CENTÚRIAS – NINJA
Para quem não é de São Paulo e acompanhou à distância, mesmo dentro de
seu próprio país, a evolução do cenário de bandas de heavy metal, a sensação é
de que houve uma rápida queima de etapas no Brasil. Mal surgiram – ou, melhor
dizendo, mal tornaram-se conhecidas – as bandas de metal clássico, as vertentes
mais extremas já estavam mordendo seus calcanhares. Para cada Harppia e Salário
Mínimo que estavam despontando, já havia um Korzus, Vulcano ou Sarcófago. Isso,
repito, é a minha interpretação vista de longe. Para os conterrâneos desses
grupos, que os acompanharam de perto, desde a época das demo tapes, a transição
deve ter sido mais natural, obviamente.
A consequência disso é que o metal tradicional pátrio não foi
adequadamente absorvido por aqui. Existiram grandes trabalhos e o devido
reconhecimento lhes foi dado, mas poderia ter sido bem mais.

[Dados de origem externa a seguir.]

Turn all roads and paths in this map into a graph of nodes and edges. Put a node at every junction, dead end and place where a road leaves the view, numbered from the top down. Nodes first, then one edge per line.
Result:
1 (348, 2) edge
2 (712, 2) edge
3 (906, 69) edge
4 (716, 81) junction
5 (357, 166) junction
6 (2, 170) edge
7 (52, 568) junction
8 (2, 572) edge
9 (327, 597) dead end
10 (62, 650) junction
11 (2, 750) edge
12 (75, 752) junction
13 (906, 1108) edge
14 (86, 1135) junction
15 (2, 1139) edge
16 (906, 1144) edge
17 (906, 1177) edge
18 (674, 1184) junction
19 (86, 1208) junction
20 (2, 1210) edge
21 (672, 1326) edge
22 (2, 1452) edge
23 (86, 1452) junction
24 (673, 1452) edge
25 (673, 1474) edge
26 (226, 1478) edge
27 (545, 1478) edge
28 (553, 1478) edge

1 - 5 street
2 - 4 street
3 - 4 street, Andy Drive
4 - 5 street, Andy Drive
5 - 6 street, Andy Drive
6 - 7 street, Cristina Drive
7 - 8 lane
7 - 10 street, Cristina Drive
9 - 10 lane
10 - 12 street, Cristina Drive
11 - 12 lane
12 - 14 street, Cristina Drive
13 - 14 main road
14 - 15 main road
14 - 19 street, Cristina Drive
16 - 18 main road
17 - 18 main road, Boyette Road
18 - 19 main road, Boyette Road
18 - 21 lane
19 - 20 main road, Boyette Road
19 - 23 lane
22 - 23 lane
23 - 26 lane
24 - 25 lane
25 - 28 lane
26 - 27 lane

Ninja, primeiro álbum do Centúrias, é um exemplo concreto. É, de longe,
um dos melhores discos de metal cantados em português e teve a missão de
suceder, após uma reformulação geral na formação, o excelente EP de estréia da
banda. O grupo que contava com o vocalista Eduardo Camargo à frente deixou
saudades, mas o remanescente baterista Paulo Thomaz teve bala na agulha pra
trazer dois ex-integrantes do antológico Harppia e o vocalista César Zanelli,
que já tinha passado pelo Santuário. Com um time desses, composto apenas por
pessoas que já conheciam muito bem do riscado, não tinha como dar errado: Ninja
é um disco forte, coeso, com músicas maduras e muito bem desenvolvidas. É
aquele típico caso de disco que, de tão bom, sustentaria sozinho o repertório
de uma apresentação.
Tendo sido lançado em 1988, sua chegada ocorreu num momento em que o
thrash já era uma corrente consolidada, mas tirando um pequeno flerte aqui e ali,
o clima todo é de puro e vigoroso metal tradicional, sendo que em diversos
momentos podemos identificar uma influência muito forte de Saxon, especialmente
nas músicas Guerra e Paz e Metal Comando. Talvez a diferença do timbre de voz
de César Zanelli dificulte um pouco essa identificação, mas se prestarmos
atenção apenas na levada da música, veremos que ela é bem calcada na lenda
britânica e isso é bastante louvável, pois, embora o Saxon seja bastante
cultuado por aqui, seu legado ainda não foi suficientemente explorado pelos
grupos nacionais.
E, falando de influências britânicas, o onipresente Judas Priest não
poderia faltar. Arde Como Fogo parece ter sido composta depois de uma intensa
sessão de audição do álbum Hell Bent For Leather. Paulo Thomaz tem um
desempenho ímpar, tanto nessa música quanto no resto do álbum. É um músico com
longa trajetória no cenário brasileiro e merece ser bem mais reconhecido, mas o
seu trabalho em Ninja é como parte de uma verdadeira equipe. Não há um músico
que se sobressaia ou que chame mais atenção dos que os demais ao longo da
audição. É uma banda na acepção mais pura da palavra, composta por verdadeiros
amantes do estilo que fazem. Não à toa, apesar de ainda sofrer as inevitáveis
mudanças de formação, continua ativa e relevante. Centúrias é a história viva
do metal brasileiro em cima dos palcos.